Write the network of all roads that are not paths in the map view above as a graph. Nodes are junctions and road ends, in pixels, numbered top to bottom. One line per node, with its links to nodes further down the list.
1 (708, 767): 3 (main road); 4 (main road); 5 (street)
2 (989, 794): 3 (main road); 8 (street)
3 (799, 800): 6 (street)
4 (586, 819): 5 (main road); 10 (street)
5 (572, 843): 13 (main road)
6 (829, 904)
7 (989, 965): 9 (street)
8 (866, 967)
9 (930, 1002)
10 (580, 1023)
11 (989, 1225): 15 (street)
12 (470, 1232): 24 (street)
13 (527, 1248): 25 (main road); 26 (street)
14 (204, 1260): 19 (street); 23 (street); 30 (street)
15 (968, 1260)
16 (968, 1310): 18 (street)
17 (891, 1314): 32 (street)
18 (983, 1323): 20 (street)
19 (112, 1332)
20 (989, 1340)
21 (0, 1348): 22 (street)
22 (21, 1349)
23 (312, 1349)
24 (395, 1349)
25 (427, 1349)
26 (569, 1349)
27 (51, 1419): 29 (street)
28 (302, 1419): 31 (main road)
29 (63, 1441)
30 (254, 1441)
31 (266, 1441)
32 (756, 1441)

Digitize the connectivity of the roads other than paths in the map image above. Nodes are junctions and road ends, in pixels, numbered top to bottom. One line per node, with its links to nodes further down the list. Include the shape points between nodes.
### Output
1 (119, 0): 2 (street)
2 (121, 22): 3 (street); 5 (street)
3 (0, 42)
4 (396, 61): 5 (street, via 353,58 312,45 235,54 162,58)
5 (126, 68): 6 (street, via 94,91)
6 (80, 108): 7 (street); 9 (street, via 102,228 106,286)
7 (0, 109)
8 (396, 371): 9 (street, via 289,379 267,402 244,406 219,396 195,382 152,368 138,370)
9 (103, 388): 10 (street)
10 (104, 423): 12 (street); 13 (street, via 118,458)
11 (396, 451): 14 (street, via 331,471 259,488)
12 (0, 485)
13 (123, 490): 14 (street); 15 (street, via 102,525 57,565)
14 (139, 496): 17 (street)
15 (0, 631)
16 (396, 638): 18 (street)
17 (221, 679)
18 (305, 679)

....................

#### Your assignment:
Retype the listing in full, keeping every word as it appears.

#### Final answer:
Write the network of all roads that are not paths in the map view above as a graph. Nodes are junctions and road ends, in pixels, numbered top to bottom. One line per node, with its links to nodes further down the list.
1 (708, 767): 3 (main road); 4 (main road); 5 (street)
2 (989, 794): 3 (main road); 8 (street)
3 (799, 800): 6 (street)
4 (586, 819): 5 (main road); 10 (street)
5 (572, 843): 13 (main road)
6 (829, 904)
7 (989, 965): 9 (street)
8 (866, 967)
9 (930, 1002)
10 (580, 1023)
11 (989, 1225): 15 (street)
12 (470, 1232): 24 (street)
13 (527, 1248): 25 (main road); 26 (street)
14 (204, 1260): 19 (street); 23 (street); 30 (street)
15 (968, 1260)
16 (968, 1310): 18 (street)
17 (891, 1314): 32 (street)
18 (983, 1323): 20 (street)
19 (112, 1332)
20 (989, 1340)
21 (0, 1348): 22 (street)
22 (21, 1349)
23 (312, 1349)
24 (395, 1349)
25 (427, 1349)
26 (569, 1349)
27 (51, 1419): 29 (street)
28 (302, 1419): 31 (main road)
29 (63, 1441)
30 (254, 1441)
31 (266, 1441)
32 (756, 1441)

Digitize the connectivity of the roads other than paths in the map image above. Nodes are junctions and road ends, in pixels, numbered top to bottom. One line per node, with its links to nodes further down the list. Include the shape points between nodes.
### Output
1 (119, 0): 2 (street)
2 (121, 22): 3 (street); 5 (street)
3 (0, 42)
4 (396, 61): 5 (street, via 353,58 312,45 235,54 162,58)
5 (126, 68): 6 (street, via 94,91)
6 (80, 108): 7 (street); 9 (street, via 102,228 106,286)
7 (0, 109)
8 (396, 371): 9 (street, via 289,379 267,402 244,406 219,396 195,382 152,368 138,370)
9 (103, 388): 10 (street)
10 (104, 423): 12 (street); 13 (street, via 118,458)
11 (396, 451): 14 (street, via 331,471 259,488)
12 (0, 485)
13 (123, 490): 14 (street); 15 (street, via 102,525 57,565)
14 (139, 496): 17 (street)
15 (0, 631)
16 (396, 638): 18 (street)
17 (221, 679)
18 (305, 679)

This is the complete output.